Activity: What you return should match the data word for word, minus the images.
** Data for processing follows **
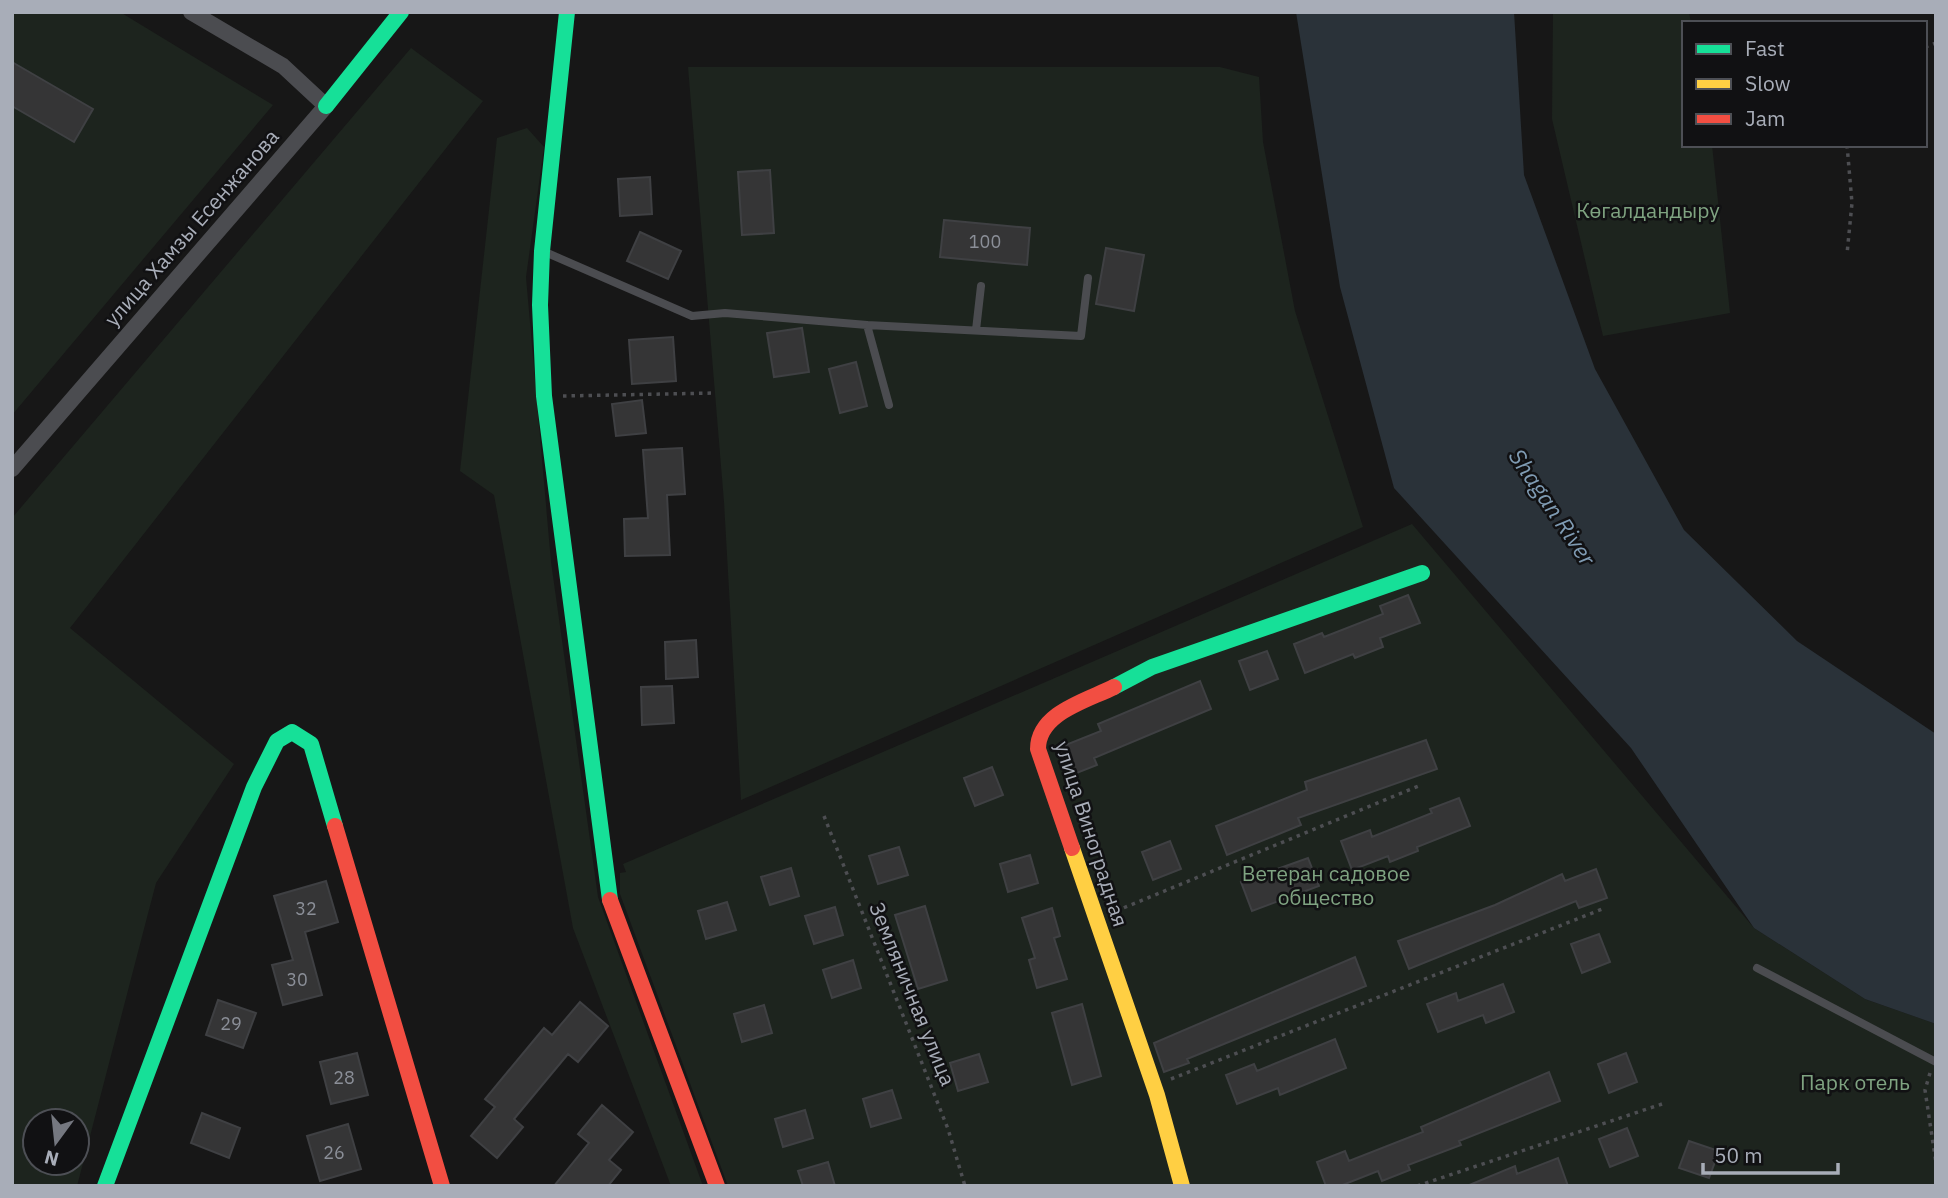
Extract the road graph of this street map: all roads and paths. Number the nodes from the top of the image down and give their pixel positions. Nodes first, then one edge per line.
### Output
1 (191, 12) edge
2 (401, 12) edge
3 (567, 12) edge
4 (326, 106) junction
5 (1847, 147) edge
6 (542, 251) junction
7 (1847, 254) dead end
8 (1088, 278) dead end
9 (981, 286) dead end
10 (867, 325) junction
11 (976, 330) junction
12 (715, 393) dead end
13 (544, 396) junction
14 (889, 405) dead end
15 (12, 469) edge
16 (1422, 573) dead end
17 (1421, 785) dead end
18 (824, 816) dead end
19 (1605, 908) dead end
20 (1096, 920) junction
21 (1757, 968) dead end
22 (1934, 1061) edge
23 (1154, 1085) junction
24 (1662, 1104) dead end
25 (1936, 1163) edge
26 (105, 1186) edge
27 (442, 1186) edge
28 (717, 1186) edge
29 (965, 1186) edge
30 (1182, 1186) edge
31 (1417, 1186) edge

1 - 4 street
2 - 4 street, улица Хамзы Есенжанова
3 - 6 street
4 - 15 street, улица Хамзы Есенжанова
5 - 7 path
6 - 10 lane
6 - 13 street
8 - 11 lane
9 - 11 lane
10 - 11 lane
10 - 14 lane
12 - 13 path
13 - 28 street
16 - 20 street, улица Виноградная
17 - 20 path
18 - 29 path, Земляничная улица
19 - 23 path
20 - 23 street, улица Виноградная
21 - 22 lane
22 - 25 path
23 - 30 street, улица Виноградная
24 - 31 path
26 - 27 street

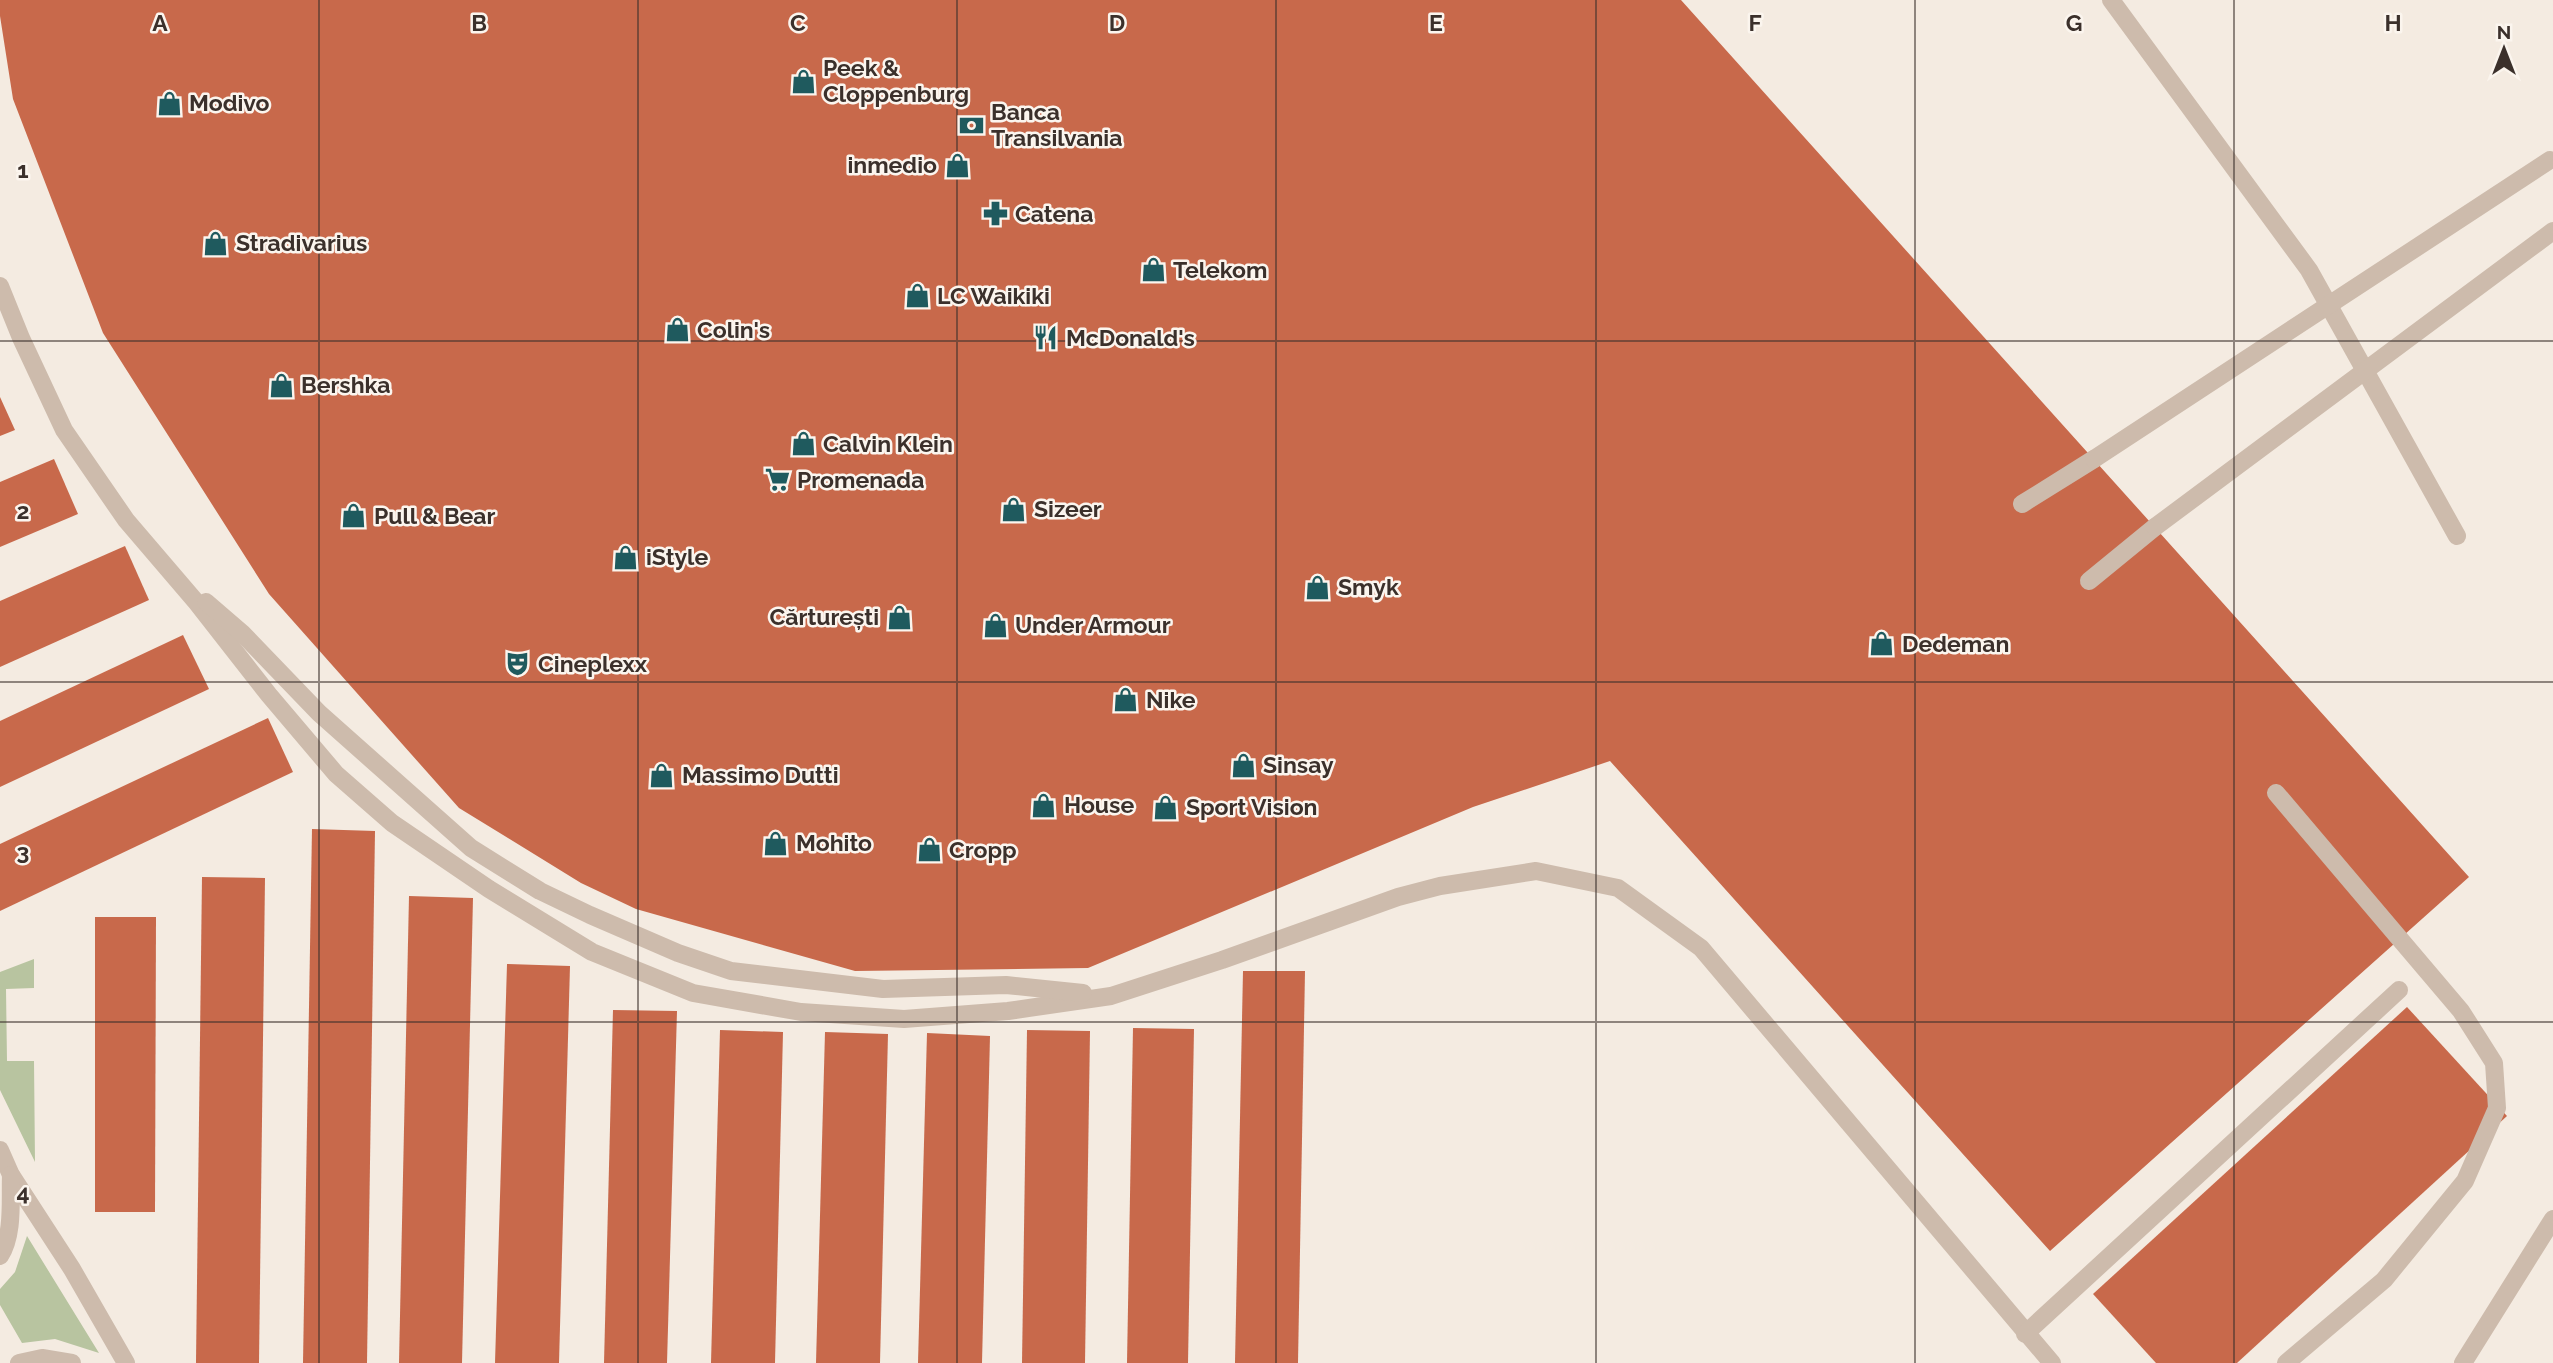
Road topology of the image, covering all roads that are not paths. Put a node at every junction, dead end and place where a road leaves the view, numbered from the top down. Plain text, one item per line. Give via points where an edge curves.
** End of Data for processing **
Expected answer:
Extract the road graph of this street map: all roads and paths. Number the nodes from the top of the image down and give their pixel positions. Nodes first, then one edge per line.
### Output
1 (191, 12) edge
2 (401, 12) edge
3 (567, 12) edge
4 (326, 106) junction
5 (1847, 147) edge
6 (542, 251) junction
7 (1847, 254) dead end
8 (1088, 278) dead end
9 (981, 286) dead end
10 (867, 325) junction
11 (976, 330) junction
12 (715, 393) dead end
13 (544, 396) junction
14 (889, 405) dead end
15 (12, 469) edge
16 (1422, 573) dead end
17 (1421, 785) dead end
18 (824, 816) dead end
19 (1605, 908) dead end
20 (1096, 920) junction
21 (1757, 968) dead end
22 (1934, 1061) edge
23 (1154, 1085) junction
24 (1662, 1104) dead end
25 (1936, 1163) edge
26 (105, 1186) edge
27 (442, 1186) edge
28 (717, 1186) edge
29 (965, 1186) edge
30 (1182, 1186) edge
31 (1417, 1186) edge

1 - 4 street
2 - 4 street, улица Хамзы Есенжанова
3 - 6 street
4 - 15 street, улица Хамзы Есенжанова
5 - 7 path
6 - 10 lane
6 - 13 street
8 - 11 lane
9 - 11 lane
10 - 11 lane
10 - 14 lane
12 - 13 path
13 - 28 street
16 - 20 street, улица Виноградная
17 - 20 path
18 - 29 path, Земляничная улица
19 - 23 path
20 - 23 street, улица Виноградная
21 - 22 lane
22 - 25 path
23 - 30 street, улица Виноградная
24 - 31 path
26 - 27 street

Road topology of the image, covering all roads that are not paths. Put a node at every junction, dead end and place where a road leaves the view, numbered from the top down. Plain text, one item per line. Give via points where an edge curves.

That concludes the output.